PORTRAIT D’UNE SURDOUÉE

Aujourd’hui, nous souhaitons vous présenter le portrait d’une surdouée que nous avons rencontrée. La talentueuse Camille Anne Châtelain nous fait découvrir dans cette première partie d’interview son parcours et ses défis de vie. 

Vous sentez-vous adapté(e) à la société actuelle ?

La société majoritaire telle que je la vois, surtout dans les médias, non. Même si je pourrais dire que c’est plutôt la société telle qu’elle est majoritairement aujourd’hui qui n’est pas adaptée, non pas à moi bien sûr, mais à un mode de vie humain, ou humainement viable. Et je n’ai donc aucune envie d’y être adaptée.

Ressentez-vous des difficultés au niveau social ?

Oui et non. Avec le temps, je me connais de mieux en mieux, m’aime de plus en plus, et c’est donc en toute logique plus facile pour moi d’être bien avec les autres. Les personnes avec qui j’ai vraiment le plus d’affinités – et qui sont heureusement celles avec qui je passe le plus de temps – sont souvent des gens qui me ressemblent, ou, en tout cas, qui ont des valeurs, une éthique, un sens de l’humain et de l’humanité, très proches des miens. Je me sens bien avec eux. Du coup, je ne me sens pas en difficulté aujourd’hui. Ça a été un apprentissage. Sûrement comme tout le monde. Et si je me retrouve au sein d’un groupe, avec des gens, lors d’une discussion, où je m’ennuie, où je ne me sens pas à ma place, je n’ai aucun jugement envers ces personnes ni aucun état d’âme à partir, pour me retrouver seule, ou avec d’autres personnes avec qui je suis bien. Je comprends simplement mieux comment je fonctionne et c’est plus facile pour moi de me respecter, et d’agir en fonction.

Comment s’est passée votre enfance à l’école ?
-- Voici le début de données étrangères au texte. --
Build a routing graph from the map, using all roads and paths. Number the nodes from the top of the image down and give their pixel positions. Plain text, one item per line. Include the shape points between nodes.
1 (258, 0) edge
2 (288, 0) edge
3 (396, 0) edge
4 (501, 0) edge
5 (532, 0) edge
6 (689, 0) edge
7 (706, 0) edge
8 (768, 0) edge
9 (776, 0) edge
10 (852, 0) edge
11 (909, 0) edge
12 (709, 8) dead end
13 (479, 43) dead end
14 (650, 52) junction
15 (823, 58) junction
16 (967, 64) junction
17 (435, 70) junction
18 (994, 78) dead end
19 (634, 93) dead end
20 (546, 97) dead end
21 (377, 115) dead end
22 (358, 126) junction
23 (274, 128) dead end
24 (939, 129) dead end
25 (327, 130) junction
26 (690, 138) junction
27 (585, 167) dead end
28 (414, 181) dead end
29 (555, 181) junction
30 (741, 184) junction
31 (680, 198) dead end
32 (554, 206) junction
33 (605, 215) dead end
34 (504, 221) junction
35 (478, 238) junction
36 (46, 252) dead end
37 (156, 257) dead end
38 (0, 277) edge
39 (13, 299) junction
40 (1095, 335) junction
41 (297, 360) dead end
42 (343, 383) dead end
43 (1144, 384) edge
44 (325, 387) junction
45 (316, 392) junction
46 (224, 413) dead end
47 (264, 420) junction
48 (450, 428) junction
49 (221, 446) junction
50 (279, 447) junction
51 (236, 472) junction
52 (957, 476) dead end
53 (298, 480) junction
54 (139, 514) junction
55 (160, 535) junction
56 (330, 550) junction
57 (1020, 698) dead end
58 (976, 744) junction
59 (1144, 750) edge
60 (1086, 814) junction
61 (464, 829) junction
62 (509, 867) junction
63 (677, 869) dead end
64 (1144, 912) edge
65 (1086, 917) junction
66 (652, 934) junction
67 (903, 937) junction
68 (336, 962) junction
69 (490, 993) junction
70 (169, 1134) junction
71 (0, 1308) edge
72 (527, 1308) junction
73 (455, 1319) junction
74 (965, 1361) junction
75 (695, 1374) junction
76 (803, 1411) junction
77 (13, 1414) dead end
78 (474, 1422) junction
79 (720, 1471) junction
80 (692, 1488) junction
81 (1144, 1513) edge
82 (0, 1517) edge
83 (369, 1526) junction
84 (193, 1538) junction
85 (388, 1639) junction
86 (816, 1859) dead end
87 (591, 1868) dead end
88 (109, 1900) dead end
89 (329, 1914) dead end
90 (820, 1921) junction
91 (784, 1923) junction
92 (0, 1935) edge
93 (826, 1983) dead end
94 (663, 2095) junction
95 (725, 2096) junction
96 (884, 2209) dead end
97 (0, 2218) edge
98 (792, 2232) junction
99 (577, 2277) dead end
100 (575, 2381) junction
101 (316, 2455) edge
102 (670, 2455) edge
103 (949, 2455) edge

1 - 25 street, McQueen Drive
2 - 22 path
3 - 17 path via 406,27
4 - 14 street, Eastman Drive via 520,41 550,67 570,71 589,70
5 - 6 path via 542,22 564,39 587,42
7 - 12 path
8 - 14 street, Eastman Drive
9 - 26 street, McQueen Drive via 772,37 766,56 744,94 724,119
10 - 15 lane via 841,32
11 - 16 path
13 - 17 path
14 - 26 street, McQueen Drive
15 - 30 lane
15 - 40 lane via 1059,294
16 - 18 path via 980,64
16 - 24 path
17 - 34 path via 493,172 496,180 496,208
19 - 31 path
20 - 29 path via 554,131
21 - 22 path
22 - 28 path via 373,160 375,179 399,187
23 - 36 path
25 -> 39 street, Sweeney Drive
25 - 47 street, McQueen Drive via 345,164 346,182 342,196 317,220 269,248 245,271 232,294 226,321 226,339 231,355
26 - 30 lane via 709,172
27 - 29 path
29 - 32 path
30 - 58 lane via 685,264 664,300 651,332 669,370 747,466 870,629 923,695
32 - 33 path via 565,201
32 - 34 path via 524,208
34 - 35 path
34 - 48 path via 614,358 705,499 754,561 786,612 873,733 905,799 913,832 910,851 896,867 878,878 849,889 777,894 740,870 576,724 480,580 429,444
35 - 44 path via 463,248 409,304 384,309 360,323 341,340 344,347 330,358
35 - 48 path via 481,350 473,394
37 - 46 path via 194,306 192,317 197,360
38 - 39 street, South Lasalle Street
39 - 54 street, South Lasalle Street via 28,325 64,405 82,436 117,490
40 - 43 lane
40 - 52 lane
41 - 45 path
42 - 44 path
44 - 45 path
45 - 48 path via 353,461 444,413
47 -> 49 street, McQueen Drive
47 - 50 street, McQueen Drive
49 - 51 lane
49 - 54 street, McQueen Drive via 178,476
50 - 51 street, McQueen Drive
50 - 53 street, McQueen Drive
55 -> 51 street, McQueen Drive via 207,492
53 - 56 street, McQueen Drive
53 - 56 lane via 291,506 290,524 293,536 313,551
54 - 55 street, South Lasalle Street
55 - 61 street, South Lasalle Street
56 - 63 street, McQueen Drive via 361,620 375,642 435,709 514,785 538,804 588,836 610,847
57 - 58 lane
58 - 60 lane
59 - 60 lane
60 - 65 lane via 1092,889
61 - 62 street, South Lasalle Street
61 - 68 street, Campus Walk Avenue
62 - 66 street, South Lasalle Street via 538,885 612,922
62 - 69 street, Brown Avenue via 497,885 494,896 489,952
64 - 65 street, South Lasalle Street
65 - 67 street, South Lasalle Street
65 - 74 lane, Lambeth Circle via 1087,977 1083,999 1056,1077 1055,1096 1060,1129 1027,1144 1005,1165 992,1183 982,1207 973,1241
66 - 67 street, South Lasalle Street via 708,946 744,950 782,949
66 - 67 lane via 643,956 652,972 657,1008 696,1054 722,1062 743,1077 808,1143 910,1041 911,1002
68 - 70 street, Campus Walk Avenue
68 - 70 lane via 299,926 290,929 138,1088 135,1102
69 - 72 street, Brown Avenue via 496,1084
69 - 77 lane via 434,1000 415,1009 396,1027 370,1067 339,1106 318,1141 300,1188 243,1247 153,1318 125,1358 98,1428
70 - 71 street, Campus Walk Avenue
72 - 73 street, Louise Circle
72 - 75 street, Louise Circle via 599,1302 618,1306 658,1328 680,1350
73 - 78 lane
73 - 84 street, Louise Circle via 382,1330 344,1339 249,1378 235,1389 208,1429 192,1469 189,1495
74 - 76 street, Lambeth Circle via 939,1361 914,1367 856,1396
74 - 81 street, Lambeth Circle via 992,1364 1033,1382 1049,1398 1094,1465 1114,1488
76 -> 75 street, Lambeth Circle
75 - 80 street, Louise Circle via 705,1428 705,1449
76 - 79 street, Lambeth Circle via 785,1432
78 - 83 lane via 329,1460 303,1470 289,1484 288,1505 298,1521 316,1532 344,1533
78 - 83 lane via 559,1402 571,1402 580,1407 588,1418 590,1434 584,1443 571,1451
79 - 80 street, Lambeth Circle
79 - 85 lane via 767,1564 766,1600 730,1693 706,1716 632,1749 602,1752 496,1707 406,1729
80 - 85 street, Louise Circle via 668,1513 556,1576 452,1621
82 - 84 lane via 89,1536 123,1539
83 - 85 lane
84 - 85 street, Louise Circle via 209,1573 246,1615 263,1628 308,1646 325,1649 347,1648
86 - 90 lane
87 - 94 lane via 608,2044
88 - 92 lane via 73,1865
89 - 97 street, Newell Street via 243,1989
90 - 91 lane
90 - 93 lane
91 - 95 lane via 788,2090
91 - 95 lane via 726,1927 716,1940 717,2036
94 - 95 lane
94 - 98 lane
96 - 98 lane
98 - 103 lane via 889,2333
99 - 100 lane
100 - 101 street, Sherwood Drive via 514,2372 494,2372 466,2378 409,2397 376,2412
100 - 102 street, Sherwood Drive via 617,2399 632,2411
Je dirais, qu’avec le recul, ça a été plutôt difficile. Plus je grandissais, et plus je m’éloignais de moi, de qui j’étais au fond, pour correspondre à un idéal social – qui n’existe pas vraiment –  ou pour ressembler à ce que les autres avaient l’air d’être à mes yeux, ou, surtout, pour répondre aux attentes, non formulées, et sûrement non conscientes, de mes parents et de mes proches. Je voulais être « normale », comme les autres, et par conséquent, pas moi-même. C’est à 35 ans, en assistant à une conférence évoquant le Haut Potentiel au Féminin, que j’ai passé en revue mon enfance à l’école en un éclair. Je m’étais conformée, à tout ce qu’on attendait de moi, pensant faire juste, être acceptée, aimée, sans comprendre que je me causais du tort à moi-même en m’annihilant. Un parcours exemplaire, mais sans âme, sans plaisir. Plus les années passaient, plus la personne que j’étais à l’extérieur s’éloignait de celle à l’intérieur. Aujourd’hui, je réalise que ça n’a aucune valeur d’agir ainsi, que ça n’apporte rien, et que l’important c’est d’être soi-même. Pourtant, je n’ai aucun regret. Le passé est le passé, et c’était un apprentissage, une expérience, comme un autre. Peut-être même que si je n’avais pas (mal) vécu mon enfance et mes études (d’enfant à adulte), je n’aurais pas pris conscience de qui je suis vraiment. Alors j’éprouve une forme de reconnaissance, ou en tout cas d’acceptation, pour tout le chemin parcouru.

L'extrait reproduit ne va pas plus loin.